Veloz demais, não parava um minuto, subia e descia da camioneta do pai com uma agilidade admirável.
Era mais velho do que eu. Fizera nove anos, um quase adulto, na minha concepção, no entanto, tinha-me enquanto amiga. Era paciente comigo. Reconhecia-me.

Agora, morto...

A bicicleta que o levava de lá para cá, numa ruidosa alegria, acabou por conduzi-lo
ao céu, tão cedo...
Céu?
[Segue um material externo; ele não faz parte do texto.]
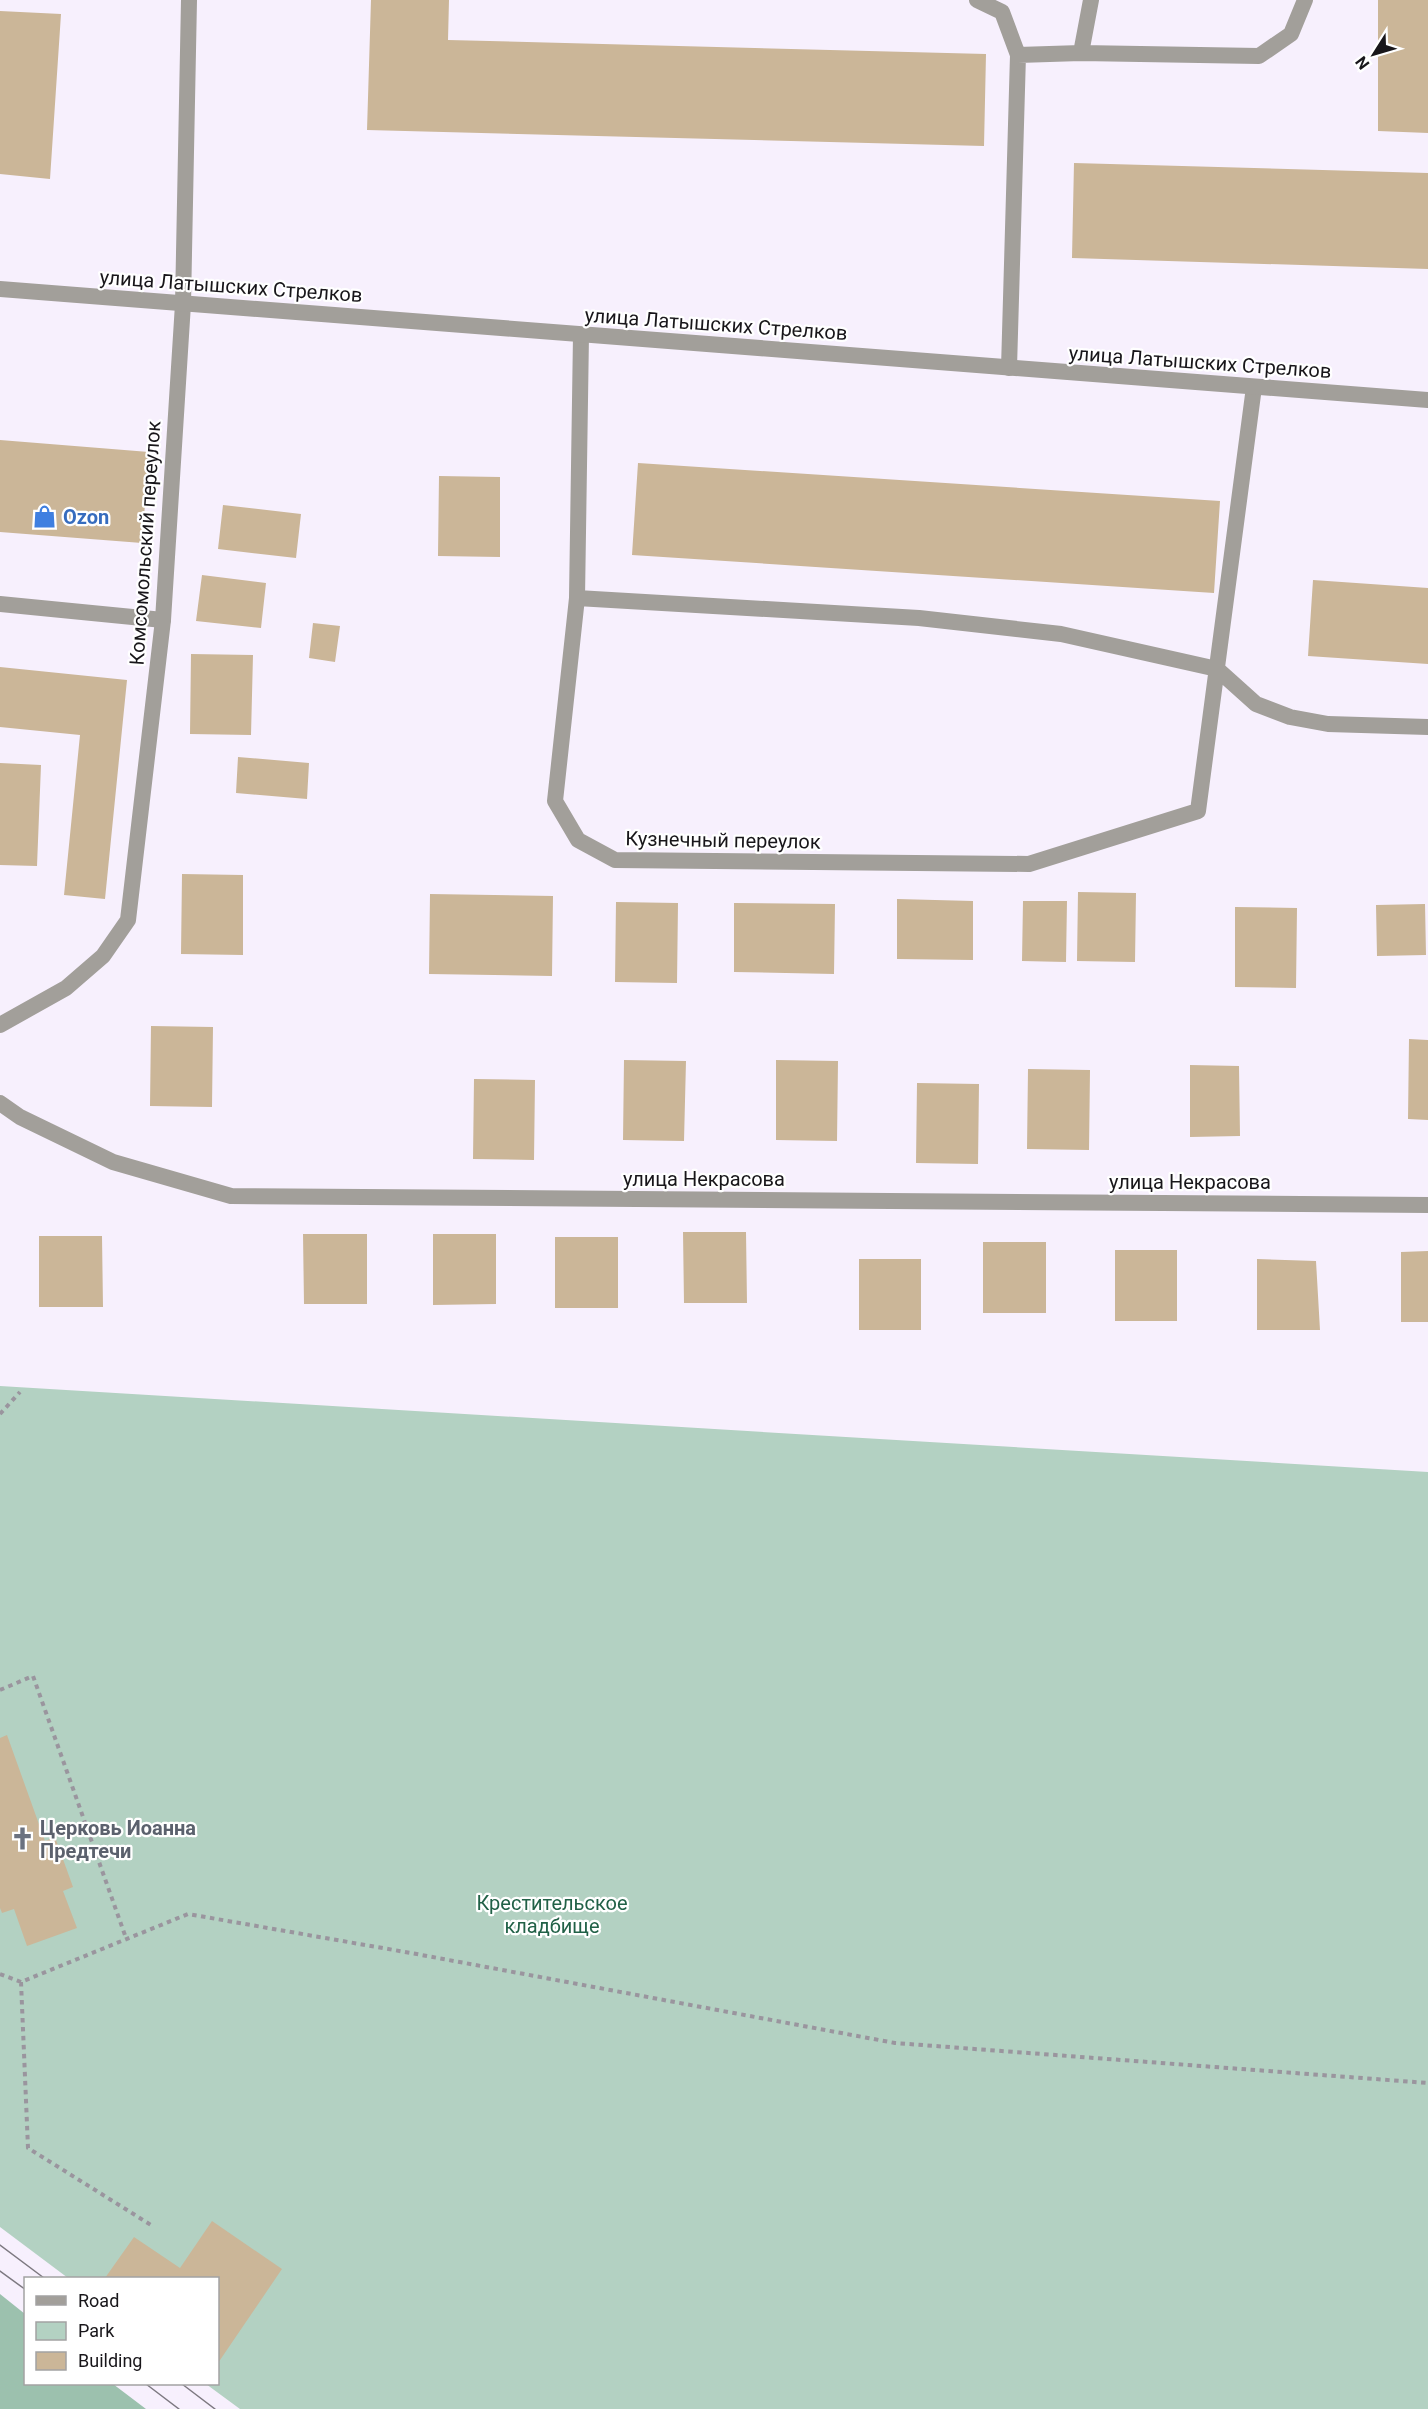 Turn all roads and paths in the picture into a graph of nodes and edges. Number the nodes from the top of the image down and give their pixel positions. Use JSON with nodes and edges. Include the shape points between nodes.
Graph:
{"nodes":[{"id":1,"x":189,"y":0,"type":"edge"},
{"id":2,"x":977,"y":0,"type":"edge"},
{"id":3,"x":1091,"y":0,"type":"edge"},
{"id":4,"x":1305,"y":0,"type":"edge"},
{"id":5,"x":1081,"y":53,"type":"junction"},
{"id":6,"x":1018,"y":55,"type":"junction"},
{"id":7,"x":0,"y":289,"type":"edge"},
{"id":8,"x":183,"y":304,"type":"junction"},
{"id":9,"x":581,"y":335,"type":"junction"},
{"id":10,"x":1009,"y":368,"type":"junction"},
{"id":11,"x":1254,"y":387,"type":"junction"},
{"id":12,"x":1428,"y":400,"type":"edge"},
{"id":13,"x":578,"y":598,"type":"junction"},
{"id":14,"x":0,"y":604,"type":"edge"},
{"id":15,"x":163,"y":620,"type":"junction"},
{"id":16,"x":1217,"y":669,"type":"junction"},
{"id":17,"x":1428,"y":728,"type":"edge"},
{"id":18,"x":0,"y":1025,"type":"edge"},
{"id":19,"x":0,"y":1103,"type":"edge"},
{"id":20,"x":1428,"y":1205,"type":"edge"},
{"id":21,"x":20,"y":1392,"type":"dead end"},
{"id":22,"x":0,"y":1414,"type":"edge"},
{"id":23,"x":0,"y":1690,"type":"edge"},
{"id":24,"x":126,"y":1938,"type":"junction"},
{"id":25,"x":0,"y":1974,"type":"edge"},
{"id":26,"x":21,"y":1982,"type":"junction"},
{"id":27,"x":1428,"y":2083,"type":"edge"},
{"id":28,"x":151,"y":2225,"type":"dead end"}],
"edges":[{"from":1,"to":8,"type":"street","name":"Комсомольский переулок"},
{"from":2,"to":6,"type":"street","via":[[1002,12]]},
{"from":3,"to":5,"type":"street"},
{"from":4,"to":5,"type":"street","via":[[1291,34],[1259,56]]},
{"from":5,"to":6,"type":"street"},
{"from":6,"to":10,"type":"street"},
{"from":7,"to":8,"type":"street","name":"улица Латышских Стрелков"},
{"from":8,"to":9,"type":"street","name":"улица Латышских Стрелков"},
{"from":8,"to":15,"type":"street","name":"Комсомольский переулок"},
{"from":9,"to":10,"type":"street","name":"улица Латышских Стрелков"},
{"from":9,"to":13,"type":"street","name":"Кузнечный переулок"},
{"from":10,"to":11,"type":"street","name":"улица Латышских Стрелков"},
{"from":11,"to":12,"type":"street","name":"улица Латышских Стрелков"},
{"from":11,"to":16,"type":"street"},
{"from":13,"to":16,"type":"street","via":[[919,618],[1061,634]]},
{"from":13,"to":16,"type":"street","name":"Кузнечный переулок","via":[[555,801],[578,840],[615,860],[1029,864],[1198,811]]},
{"from":14,"to":15,"type":"street"},
{"from":15,"to":18,"type":"street","name":"Комсомольский переулок","via":[[128,920],[103,956],[66,988]]},
{"from":16,"to":17,"type":"street","via":[[1256,704],[1290,717],[1328,724]]},
{"from":19,"to":20,"type":"street","name":"улица Некрасова","via":[[20,1117],[113,1162],[231,1196]]},
{"from":21,"to":22,"type":"path"},
{"from":23,"to":24,"type":"path","via":[[33,1676]]},
{"from":24,"to":26,"type":"path"},
{"from":24,"to":27,"type":"path","via":[[188,1914],[895,2043]]},
{"from":25,"to":26,"type":"path"},
{"from":26,"to":28,"type":"path","via":[[28,2148]]}]}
Eu olhava para cima e apenas via a brancura sem graça das nuvens esparsas. De seu riso engraçado, o silêncio.
Tudo por causa de esfoladinho de nada, do qual tampouco ele reclamara...
Bicicleta desgraçada!
Tapei a boca com a mão para impedir que minha mãe ouvisse meu pensamento.
Ela, que não se dizia supersticiosa, detestava o termo, também a palavra azar.
Sempre que alguém os proferia, logo se mostrava preocupada:
- Não fale assim...não é bom.

Quando o soube doente, quis visitá-lo.
-Não pode! – era minha mãe consternada.
- Por quê?
- As visitas estão proibidas.–explica-me paciente- Ele está sensível aos ruídos. Qualquer barulho faz com que sofra de susto e tremores, convulsões. A febre é alta, está com tétano!
Tétano...eu repetia baixinho...soletrava devagarzinho: té-ta-no... nunca antes ouvira aquela palavra.
Quisera eu naquela hora emudecer os cães, aquietar os sussurros do vento, parar a andança dos carros e toda a movimentação que -com os aus, os vruns, os buns -aumentasse os ais do amigo.
Ele não podia sofrer. Precisava sarar e logo. Eu tinha pressa e certa estava de que ele também.

Agora, morto...

A idéia do nunca mais me desalentava. Sentia-me zonza, fraca.
E eu sempre tão lacrimejante não conseguia rolar os pingos que lavassem aquele sentimento estranho e infeliz.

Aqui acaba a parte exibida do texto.